EXERCISE PROMPT:
Reproduce the whole of the records exactly, and make sure no picture is carried into the result.

ENTRIES PROVIDED:
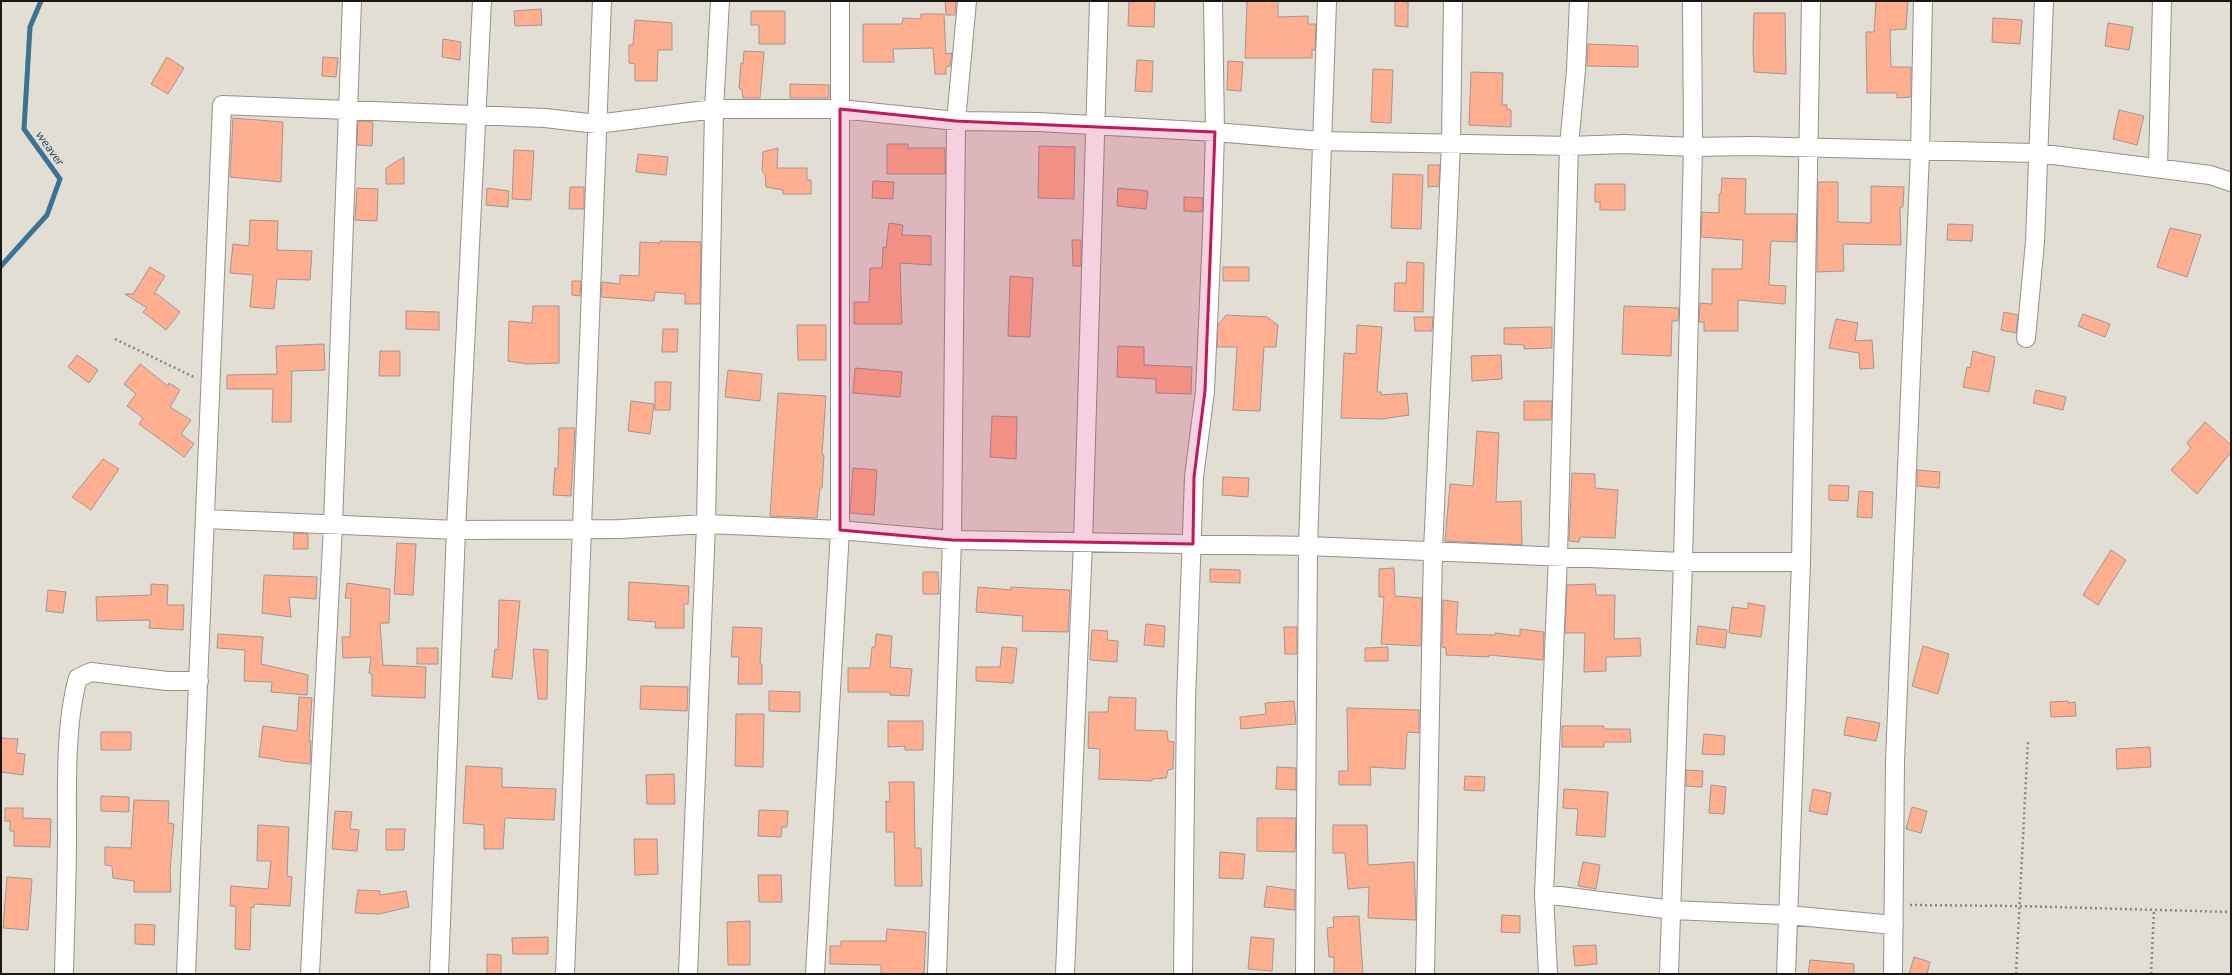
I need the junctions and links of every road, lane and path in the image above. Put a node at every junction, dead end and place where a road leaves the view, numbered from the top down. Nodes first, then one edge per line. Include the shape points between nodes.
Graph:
1 (352, 1) edge
2 (482, 1) edge
3 (602, 1) edge
4 (720, 1) edge
5 (840, 1) edge
6 (966, 1) edge
7 (1098, 1) edge
8 (1213, 1) edge
9 (1327, 1) edge
10 (1453, 1) edge
11 (1579, 1) edge
12 (1692, 1) edge
13 (1811, 1) edge
14 (1923, 1) edge
15 (2044, 1) edge
16 (2162, 1) edge
17 (714, 109) junction
18 (840, 109) junction
19 (348, 110) junction
20 (475, 115) junction
21 (956, 121) junction
22 (597, 124) junction
23 (1094, 126) junction
24 (1215, 132) junction
25 (1321, 141) junction
26 (1451, 143) junction
27 (1569, 146) junction
28 (1693, 147) junction
29 (1808, 147) junction
30 (1920, 152) junction
31 (2037, 153) junction
32 (2158, 168) junction
33 (2231, 182) edge
34 (2026, 338) dead end
35 (115, 339) dead end
36 (212, 385) junction
37 (206, 519) junction
38 (706, 524) junction
39 (333, 525) junction
40 (456, 530) junction
41 (582, 530) junction
42 (840, 530) junction
43 (952, 540) junction
44 (1083, 542) junction
45 (1193, 544) junction
46 (1308, 546) junction
47 (1433, 551) junction
48 (1558, 556) junction
49 (1683, 562) junction
50 (1801, 562) junction
51 (199, 681) junction
52 (2028, 740) dead end
53 (1544, 894) junction
54 (1894, 905) junction
55 (2018, 906) junction
56 (1673, 910) junction
57 (2154, 910) junction
58 (2231, 912) edge
59 (1788, 915) junction
60 (1894, 924) junction
61 (64, 974) edge
62 (186, 974) edge
63 (310, 974) edge
64 (439, 974) edge
65 (565, 974) edge
66 (688, 974) edge
67 (815, 974) edge
68 (937, 974) edge
69 (1064, 974) edge
70 (1183, 974) edge
71 (1305, 974) edge
72 (1425, 974) edge
73 (1548, 974) edge
74 (1670, 974) edge
75 (1786, 974) edge
76 (1893, 974) edge
77 (2016, 974) edge
78 (2151, 974) edge

1 - 19 street
2 - 20 street
3 - 22 street
4 - 17 street
5 - 18 street
6 - 21 street
7 - 23 street
8 - 24 street
9 - 25 street
10 - 26 street
11 - 27 street
12 - 28 street
13 - 29 street
14 - 30 street
15 - 31 street
16 - 32 street
17 - 18 street
17 - 22 street
17 - 38 street
18 - 21 street
18 - 42 street
19 - 20 street
19 - 36 street via 222,105
19 - 39 street
20 - 22 street via 545,118
20 - 40 street
21 - 23 street
21 - 43 street
22 - 41 street
23 - 24 street
23 - 44 street
24 - 25 street
24 - 45 street via 1205,391 1194,477
25 - 26 street
25 - 46 street
26 - 27 street
26 - 47 street
27 - 28 street via 1624,144
27 - 48 street
28 - 29 street
28 - 49 street
29 - 30 street
29 - 50 street
30 - 31 street
30 - 54 street via 1895,761
31 - 32 street
31 - 34 street via 2035,242
32 - 33 street via 2210,175
35 - 36 path
36 - 37 street
37 - 39 street
37 - 51 street
38 - 41 street
38 - 42 street
38 - 66 street
39 - 40 street
39 - 63 street
40 - 41 street
40 - 64 street
41 - 65 street
42 - 43 street
42 - 67 street
43 - 44 street
43 - 68 street
44 - 45 street
44 - 69 street
45 - 46 street
45 - 70 street via 1186,701
46 - 47 street
46 - 71 street
47 - 48 street
47 - 72 street
48 - 49 street
48 - 53 street
49 - 50 street
49 - 56 street
50 - 59 street
51 - 61 street via 167,681 91,672 78,678 73,695 67,781
51 - 62 street
52 - 55 path
53 - 56 street
53 - 73 street
54 - 55 path
54 - 60 street
55 - 57 path
55 - 77 path
56 - 59 street
56 - 74 street
57 - 58 path
57 - 78 path
59 - 60 street
59 - 75 street
60 - 76 street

TASK ANSWER:
I need the junctions and links of every road, lane and path in the image above. Put a node at every junction, dead end and place where a road leaves the view, numbered from the top down. Nodes first, then one edge per line. Include the shape points between nodes.
Graph:
1 (352, 1) edge
2 (482, 1) edge
3 (602, 1) edge
4 (720, 1) edge
5 (840, 1) edge
6 (966, 1) edge
7 (1098, 1) edge
8 (1213, 1) edge
9 (1327, 1) edge
10 (1453, 1) edge
11 (1579, 1) edge
12 (1692, 1) edge
13 (1811, 1) edge
14 (1923, 1) edge
15 (2044, 1) edge
16 (2162, 1) edge
17 (714, 109) junction
18 (840, 109) junction
19 (348, 110) junction
20 (475, 115) junction
21 (956, 121) junction
22 (597, 124) junction
23 (1094, 126) junction
24 (1215, 132) junction
25 (1321, 141) junction
26 (1451, 143) junction
27 (1569, 146) junction
28 (1693, 147) junction
29 (1808, 147) junction
30 (1920, 152) junction
31 (2037, 153) junction
32 (2158, 168) junction
33 (2231, 182) edge
34 (2026, 338) dead end
35 (115, 339) dead end
36 (212, 385) junction
37 (206, 519) junction
38 (706, 524) junction
39 (333, 525) junction
40 (456, 530) junction
41 (582, 530) junction
42 (840, 530) junction
43 (952, 540) junction
44 (1083, 542) junction
45 (1193, 544) junction
46 (1308, 546) junction
47 (1433, 551) junction
48 (1558, 556) junction
49 (1683, 562) junction
50 (1801, 562) junction
51 (199, 681) junction
52 (2028, 740) dead end
53 (1544, 894) junction
54 (1894, 905) junction
55 (2018, 906) junction
56 (1673, 910) junction
57 (2154, 910) junction
58 (2231, 912) edge
59 (1788, 915) junction
60 (1894, 924) junction
61 (64, 974) edge
62 (186, 974) edge
63 (310, 974) edge
64 (439, 974) edge
65 (565, 974) edge
66 (688, 974) edge
67 (815, 974) edge
68 (937, 974) edge
69 (1064, 974) edge
70 (1183, 974) edge
71 (1305, 974) edge
72 (1425, 974) edge
73 (1548, 974) edge
74 (1670, 974) edge
75 (1786, 974) edge
76 (1893, 974) edge
77 (2016, 974) edge
78 (2151, 974) edge

1 - 19 street
2 - 20 street
3 - 22 street
4 - 17 street
5 - 18 street
6 - 21 street
7 - 23 street
8 - 24 street
9 - 25 street
10 - 26 street
11 - 27 street
12 - 28 street
13 - 29 street
14 - 30 street
15 - 31 street
16 - 32 street
17 - 18 street
17 - 22 street
17 - 38 street
18 - 21 street
18 - 42 street
19 - 20 street
19 - 36 street via 222,105
19 - 39 street
20 - 22 street via 545,118
20 - 40 street
21 - 23 street
21 - 43 street
22 - 41 street
23 - 24 street
23 - 44 street
24 - 25 street
24 - 45 street via 1205,391 1194,477
25 - 26 street
25 - 46 street
26 - 27 street
26 - 47 street
27 - 28 street via 1624,144
27 - 48 street
28 - 29 street
28 - 49 street
29 - 30 street
29 - 50 street
30 - 31 street
30 - 54 street via 1895,761
31 - 32 street
31 - 34 street via 2035,242
32 - 33 street via 2210,175
35 - 36 path
36 - 37 street
37 - 39 street
37 - 51 street
38 - 41 street
38 - 42 street
38 - 66 street
39 - 40 street
39 - 63 street
40 - 41 street
40 - 64 street
41 - 65 street
42 - 43 street
42 - 67 street
43 - 44 street
43 - 68 street
44 - 45 street
44 - 69 street
45 - 46 street
45 - 70 street via 1186,701
46 - 47 street
46 - 71 street
47 - 48 street
47 - 72 street
48 - 49 street
48 - 53 street
49 - 50 street
49 - 56 street
50 - 59 street
51 - 61 street via 167,681 91,672 78,678 73,695 67,781
51 - 62 street
52 - 55 path
53 - 56 street
53 - 73 street
54 - 55 path
54 - 60 street
55 - 57 path
55 - 77 path
56 - 59 street
56 - 74 street
57 - 58 path
57 - 78 path
59 - 60 street
59 - 75 street
60 - 76 street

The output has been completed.